START Source material

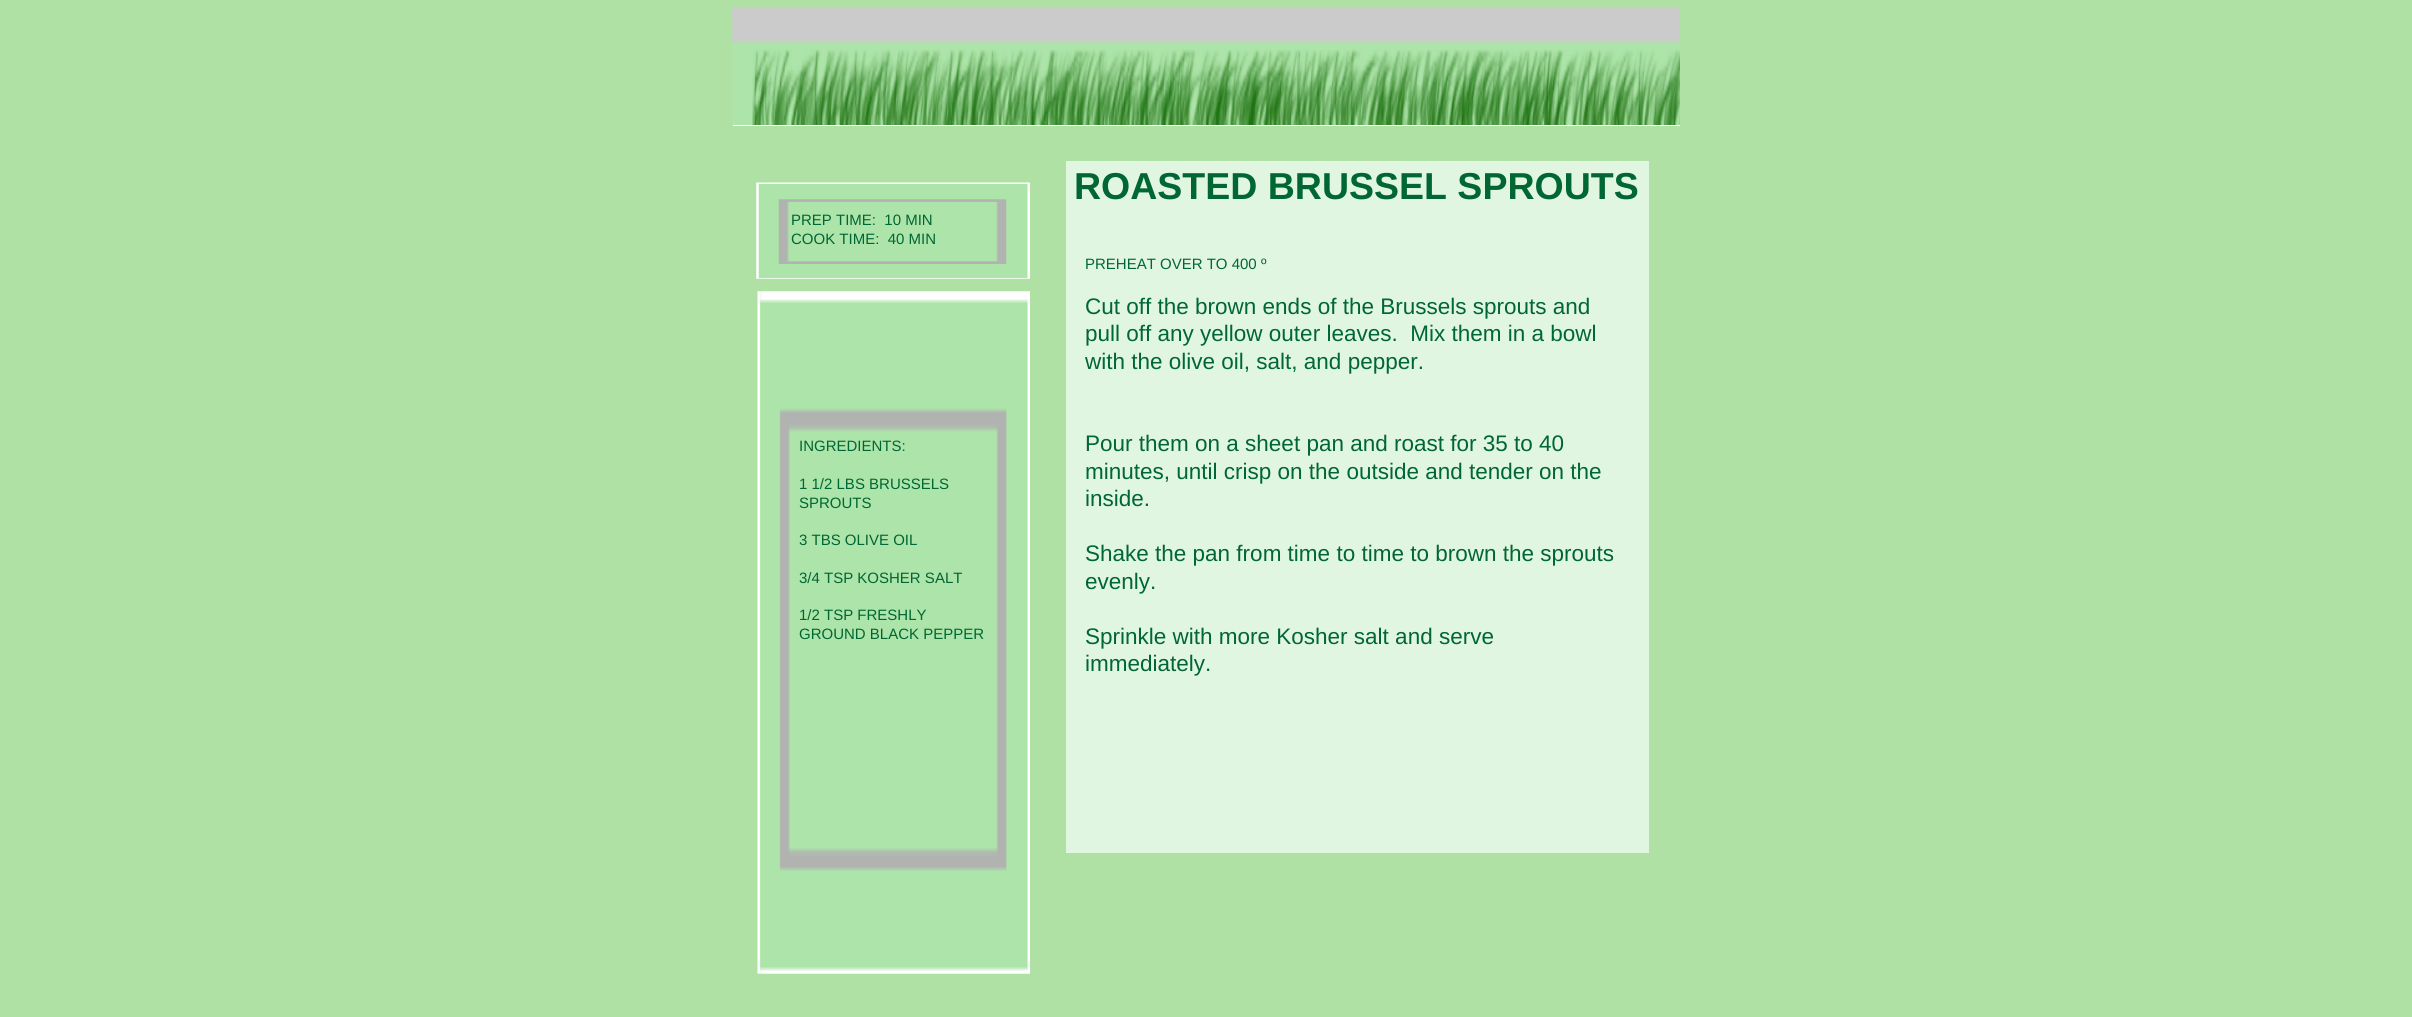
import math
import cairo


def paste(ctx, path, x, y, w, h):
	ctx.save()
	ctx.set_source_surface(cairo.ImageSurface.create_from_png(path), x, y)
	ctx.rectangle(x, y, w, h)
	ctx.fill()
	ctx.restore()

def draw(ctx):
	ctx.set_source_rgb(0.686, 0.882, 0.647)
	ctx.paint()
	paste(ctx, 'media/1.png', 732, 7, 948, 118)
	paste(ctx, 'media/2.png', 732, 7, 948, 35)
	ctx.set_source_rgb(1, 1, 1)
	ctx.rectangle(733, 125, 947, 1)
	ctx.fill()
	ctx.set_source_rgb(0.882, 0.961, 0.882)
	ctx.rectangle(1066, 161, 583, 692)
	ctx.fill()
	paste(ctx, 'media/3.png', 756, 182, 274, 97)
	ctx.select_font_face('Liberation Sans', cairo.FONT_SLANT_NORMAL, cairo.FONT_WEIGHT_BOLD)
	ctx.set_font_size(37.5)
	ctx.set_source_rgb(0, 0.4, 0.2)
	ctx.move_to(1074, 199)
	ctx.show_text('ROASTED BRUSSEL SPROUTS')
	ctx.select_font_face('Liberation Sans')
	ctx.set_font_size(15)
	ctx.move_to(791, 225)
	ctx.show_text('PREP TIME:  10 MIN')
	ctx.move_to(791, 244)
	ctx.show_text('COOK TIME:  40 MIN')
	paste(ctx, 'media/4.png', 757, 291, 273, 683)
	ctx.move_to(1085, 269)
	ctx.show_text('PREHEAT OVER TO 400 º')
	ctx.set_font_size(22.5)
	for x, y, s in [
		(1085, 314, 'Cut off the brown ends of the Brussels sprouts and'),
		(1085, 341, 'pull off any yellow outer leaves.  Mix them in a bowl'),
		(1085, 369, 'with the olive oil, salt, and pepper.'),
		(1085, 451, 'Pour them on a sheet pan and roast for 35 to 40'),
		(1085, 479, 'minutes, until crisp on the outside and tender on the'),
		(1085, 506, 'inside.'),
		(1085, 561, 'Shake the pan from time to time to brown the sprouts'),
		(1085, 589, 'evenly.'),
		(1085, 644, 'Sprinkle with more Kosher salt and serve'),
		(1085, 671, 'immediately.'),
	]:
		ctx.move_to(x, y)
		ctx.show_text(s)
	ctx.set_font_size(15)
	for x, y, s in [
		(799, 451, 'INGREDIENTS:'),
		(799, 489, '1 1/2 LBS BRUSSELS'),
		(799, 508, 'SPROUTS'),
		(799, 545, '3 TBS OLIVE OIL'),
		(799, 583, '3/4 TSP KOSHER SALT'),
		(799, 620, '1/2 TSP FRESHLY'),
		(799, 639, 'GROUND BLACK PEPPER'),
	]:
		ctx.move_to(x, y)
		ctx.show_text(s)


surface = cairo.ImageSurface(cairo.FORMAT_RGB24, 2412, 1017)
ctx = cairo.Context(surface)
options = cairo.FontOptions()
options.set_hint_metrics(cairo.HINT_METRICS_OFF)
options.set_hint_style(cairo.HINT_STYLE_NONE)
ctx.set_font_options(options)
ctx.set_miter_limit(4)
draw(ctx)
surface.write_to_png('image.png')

END Source material
START Source material

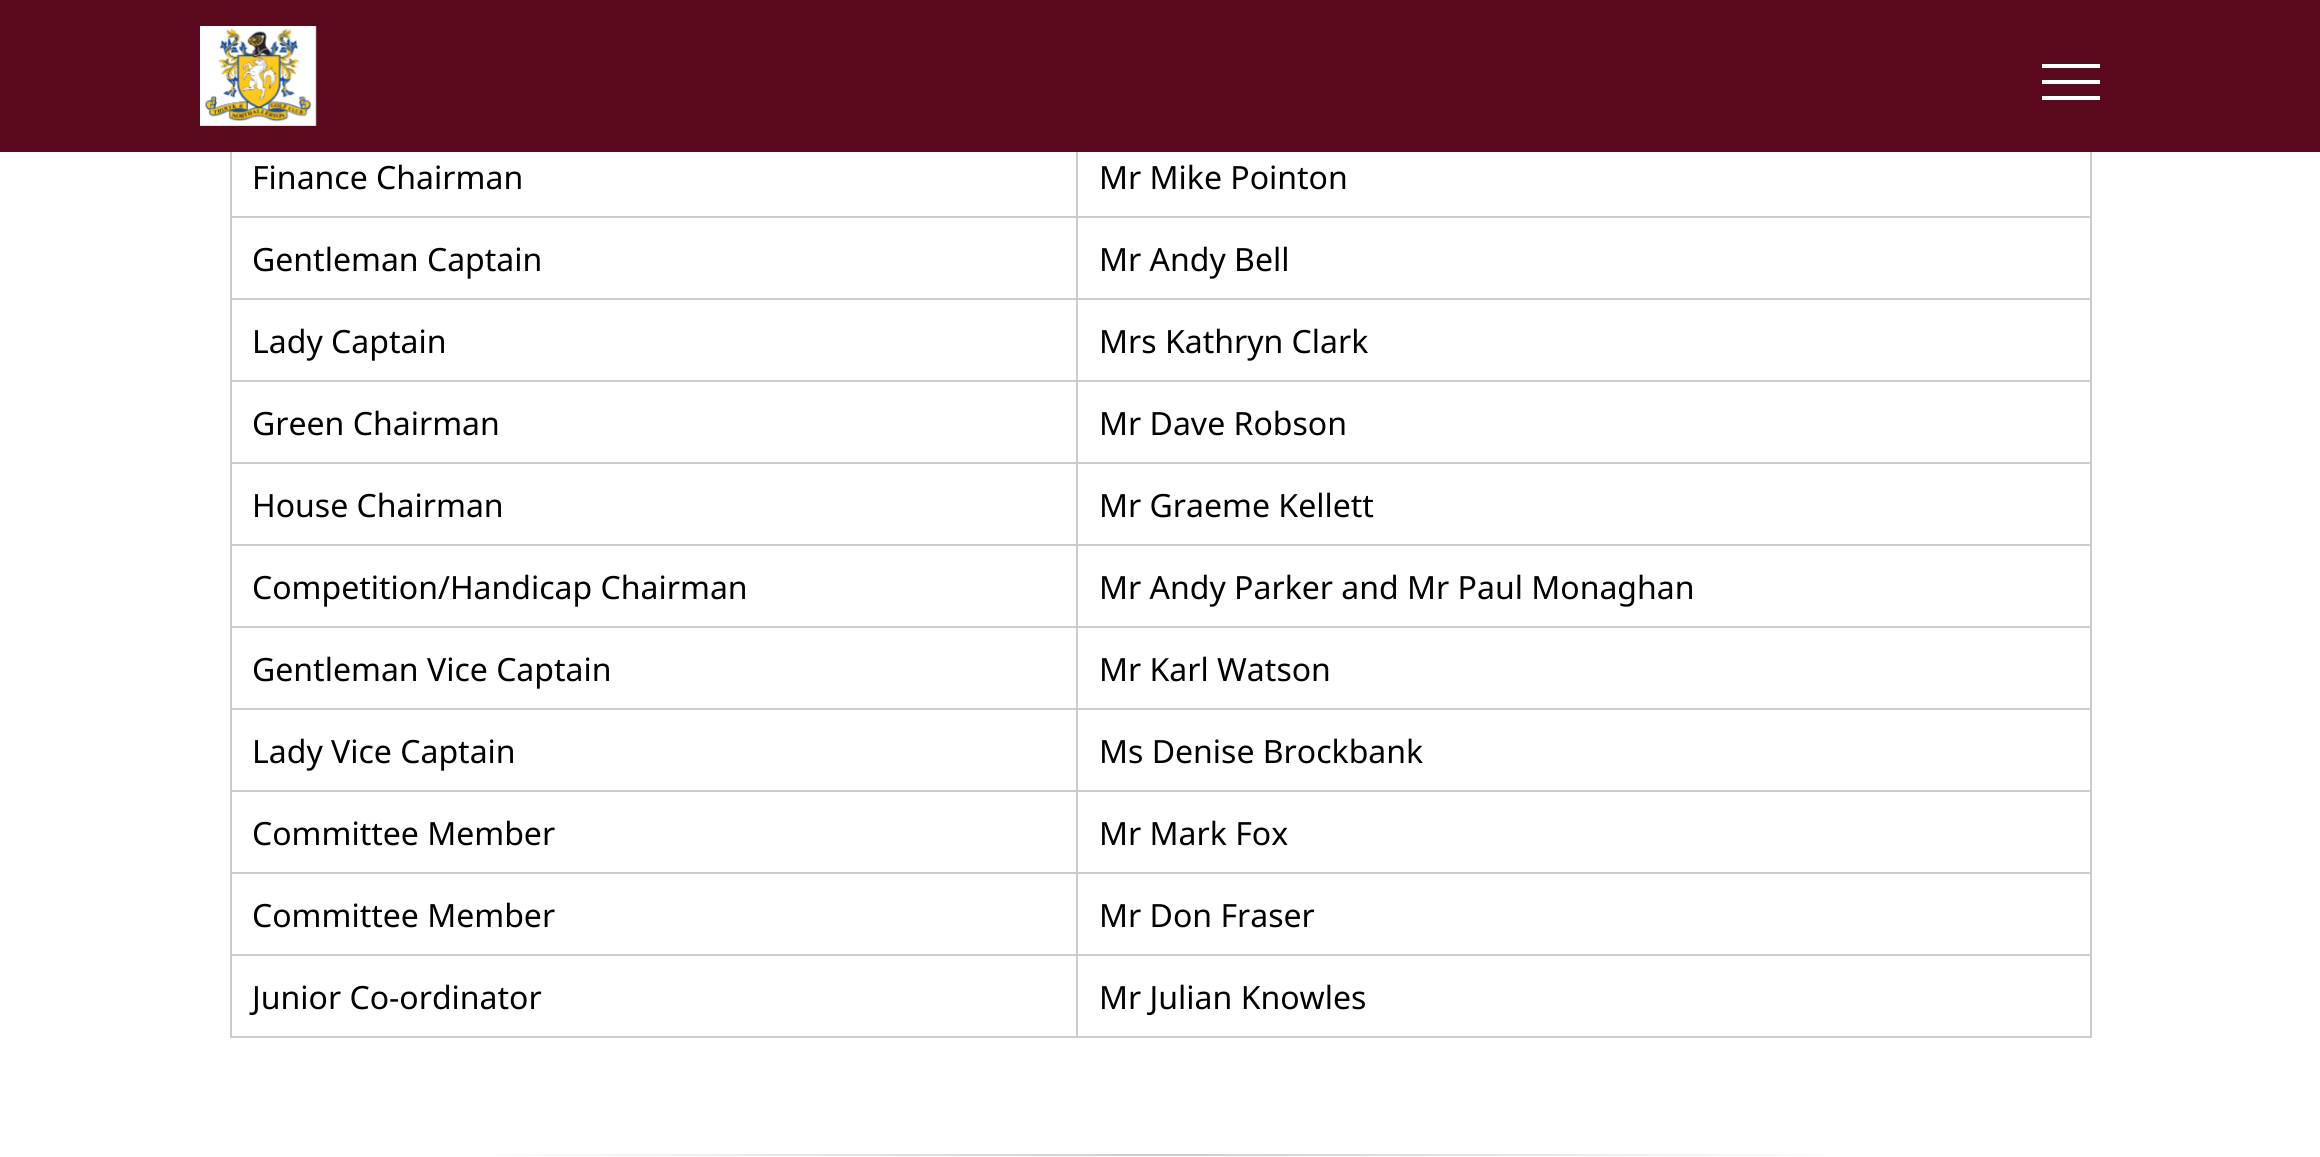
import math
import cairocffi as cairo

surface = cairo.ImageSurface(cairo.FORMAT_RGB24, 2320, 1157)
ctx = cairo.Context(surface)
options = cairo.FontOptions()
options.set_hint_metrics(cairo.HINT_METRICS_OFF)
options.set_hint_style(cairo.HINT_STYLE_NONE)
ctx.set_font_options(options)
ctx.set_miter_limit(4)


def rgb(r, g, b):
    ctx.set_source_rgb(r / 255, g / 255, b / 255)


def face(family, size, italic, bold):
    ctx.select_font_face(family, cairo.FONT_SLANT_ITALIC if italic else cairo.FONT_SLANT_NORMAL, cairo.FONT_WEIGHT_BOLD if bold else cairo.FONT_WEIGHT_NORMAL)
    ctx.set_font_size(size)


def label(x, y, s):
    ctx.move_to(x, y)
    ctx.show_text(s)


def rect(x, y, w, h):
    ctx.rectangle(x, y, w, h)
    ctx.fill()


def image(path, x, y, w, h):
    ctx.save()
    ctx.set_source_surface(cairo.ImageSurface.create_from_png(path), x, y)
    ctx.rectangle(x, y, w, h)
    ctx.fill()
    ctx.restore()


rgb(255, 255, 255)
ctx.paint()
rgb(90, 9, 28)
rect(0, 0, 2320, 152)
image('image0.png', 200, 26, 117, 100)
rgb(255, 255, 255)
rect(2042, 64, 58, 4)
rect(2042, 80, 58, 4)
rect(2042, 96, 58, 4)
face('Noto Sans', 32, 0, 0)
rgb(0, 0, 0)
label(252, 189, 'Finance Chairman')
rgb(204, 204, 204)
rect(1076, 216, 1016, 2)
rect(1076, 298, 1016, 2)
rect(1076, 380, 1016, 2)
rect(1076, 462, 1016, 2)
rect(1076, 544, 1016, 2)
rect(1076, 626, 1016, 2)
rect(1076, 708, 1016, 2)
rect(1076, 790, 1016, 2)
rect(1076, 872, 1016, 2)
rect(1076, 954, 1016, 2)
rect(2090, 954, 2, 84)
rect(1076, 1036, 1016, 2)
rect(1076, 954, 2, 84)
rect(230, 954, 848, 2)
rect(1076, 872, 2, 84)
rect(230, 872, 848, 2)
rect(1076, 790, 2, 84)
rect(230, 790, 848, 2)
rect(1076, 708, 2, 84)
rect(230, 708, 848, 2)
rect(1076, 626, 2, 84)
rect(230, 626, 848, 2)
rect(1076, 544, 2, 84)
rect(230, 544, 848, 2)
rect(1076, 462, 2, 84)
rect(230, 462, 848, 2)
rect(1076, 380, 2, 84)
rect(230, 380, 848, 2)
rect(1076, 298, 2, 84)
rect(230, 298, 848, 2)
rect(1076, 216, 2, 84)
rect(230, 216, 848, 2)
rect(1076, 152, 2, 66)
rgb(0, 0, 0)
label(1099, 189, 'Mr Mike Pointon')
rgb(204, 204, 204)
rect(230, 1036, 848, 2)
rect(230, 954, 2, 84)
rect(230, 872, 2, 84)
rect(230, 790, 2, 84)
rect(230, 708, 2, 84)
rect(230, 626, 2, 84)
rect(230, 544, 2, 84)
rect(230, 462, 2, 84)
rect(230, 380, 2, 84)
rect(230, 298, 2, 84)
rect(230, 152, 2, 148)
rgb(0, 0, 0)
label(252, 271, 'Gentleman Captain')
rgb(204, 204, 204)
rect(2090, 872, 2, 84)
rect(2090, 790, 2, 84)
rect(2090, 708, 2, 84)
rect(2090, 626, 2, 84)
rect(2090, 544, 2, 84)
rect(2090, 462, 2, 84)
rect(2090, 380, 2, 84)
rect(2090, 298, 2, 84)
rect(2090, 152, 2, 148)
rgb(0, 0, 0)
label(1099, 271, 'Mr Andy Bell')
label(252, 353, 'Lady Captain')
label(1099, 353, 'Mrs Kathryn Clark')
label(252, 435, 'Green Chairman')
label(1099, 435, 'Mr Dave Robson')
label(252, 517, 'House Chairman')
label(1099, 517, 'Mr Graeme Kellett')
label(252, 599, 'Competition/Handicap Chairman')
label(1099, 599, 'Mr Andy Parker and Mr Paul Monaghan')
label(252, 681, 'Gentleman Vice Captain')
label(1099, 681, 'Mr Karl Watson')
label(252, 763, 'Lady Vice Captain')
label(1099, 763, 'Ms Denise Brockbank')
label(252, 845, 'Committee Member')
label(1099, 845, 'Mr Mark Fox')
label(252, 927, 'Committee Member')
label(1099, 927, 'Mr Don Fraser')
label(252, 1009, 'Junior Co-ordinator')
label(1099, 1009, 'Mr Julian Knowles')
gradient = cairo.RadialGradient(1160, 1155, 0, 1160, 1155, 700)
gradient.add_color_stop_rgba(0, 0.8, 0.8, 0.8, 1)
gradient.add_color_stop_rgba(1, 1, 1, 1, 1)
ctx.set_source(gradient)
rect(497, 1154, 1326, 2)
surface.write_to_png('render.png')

END Source material

— Exercise aim —
Look back over the material above and state how many lines hold the word "import". Write the number and nothing else.

— Task result —
4